Corrosion under insulation (CUI) is the root cause of many of the global petrochemical industry’s most serious problems including forced shutdowns, lost production, early repair and replacement, as well as safety and environmental consequences that can cost millions of dollars per incident.
CUI, which involves the corrosion of vessels or piping beneath insulation due to water penetration, is insidious because it can remain undetected until the insulation is removed for inspection or leaks occur. Water penetration can result from many causes including monsoons, rain, flooding, wash downs, and sprinkler systems, as well as exposure to steam, humidity or frequent condensation and evaporation of atmospheric moisture.

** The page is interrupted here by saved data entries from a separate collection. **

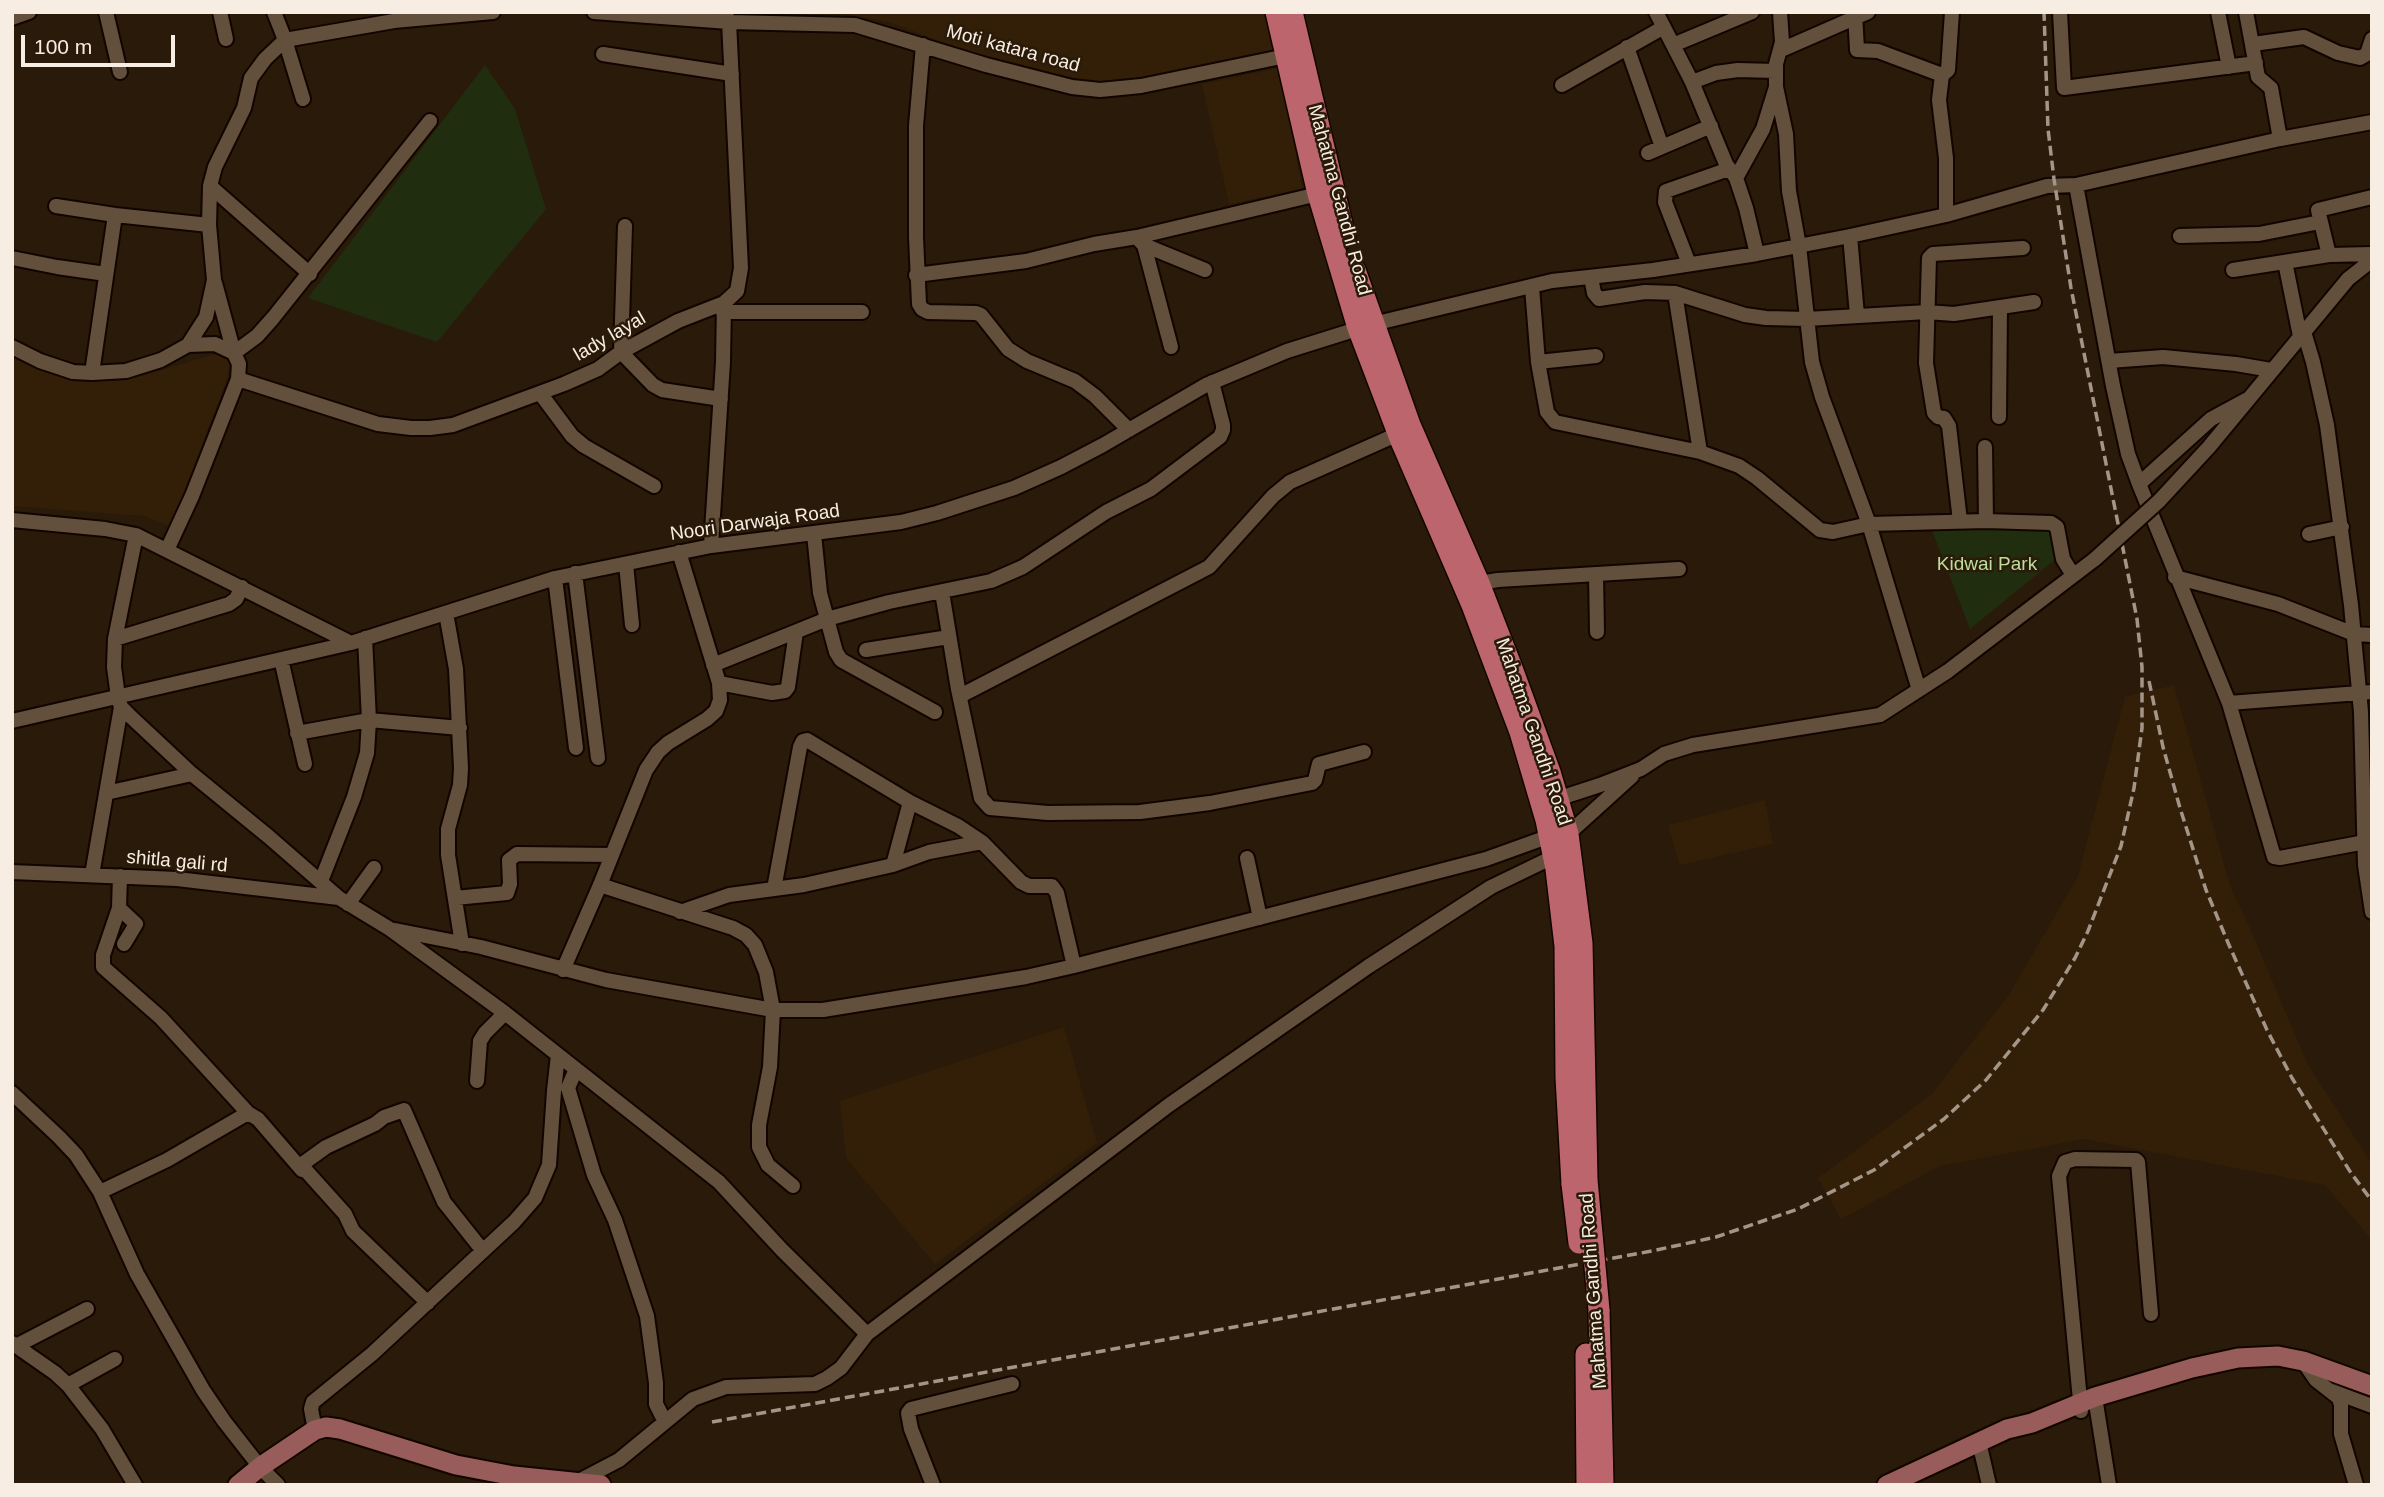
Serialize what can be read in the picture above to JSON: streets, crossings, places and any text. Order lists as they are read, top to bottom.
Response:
{
  "streets": {
    "highway": ["Mahatma Gandhi Road"],
    "street": [
      "Moti katara road",
      "lady layal",
      "Noori Darwaja Road",
      "shitla gali rd"
    ]
  },
  "crossings": [
    ["Moti katara road", "Mahatma Gandhi Road"],
    ["Mahatma Gandhi Road", "Noori Darwaja Road"]
  ],
  "parks": ["Kidwai Park"],
  "scale_bar": "100 m"
}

From upstream wells, risers, drilling rigs, or offshore platforms, to midstream pipelines, storage, and liquefied natural gas (LNG) terminals, to downstream refineries, fighting CUI and major corrosion has been an uphill battle and a major cost in the operation of oil and gas facilities, according to NACE International’s IMPACT (International Measures of Prevention, Application and Economics of Corrosion Technology) study. (For an introduction to corrosion in the oil and gas industry, read Corrosion Identification and Control in Crude Oil Refineries.)
Fortunately, even when traditional coatings have allowed CUI and corrosion to occur, a new approach can stop the corrosion to dramatically extend facility and equipment life in oil and gas industry applications.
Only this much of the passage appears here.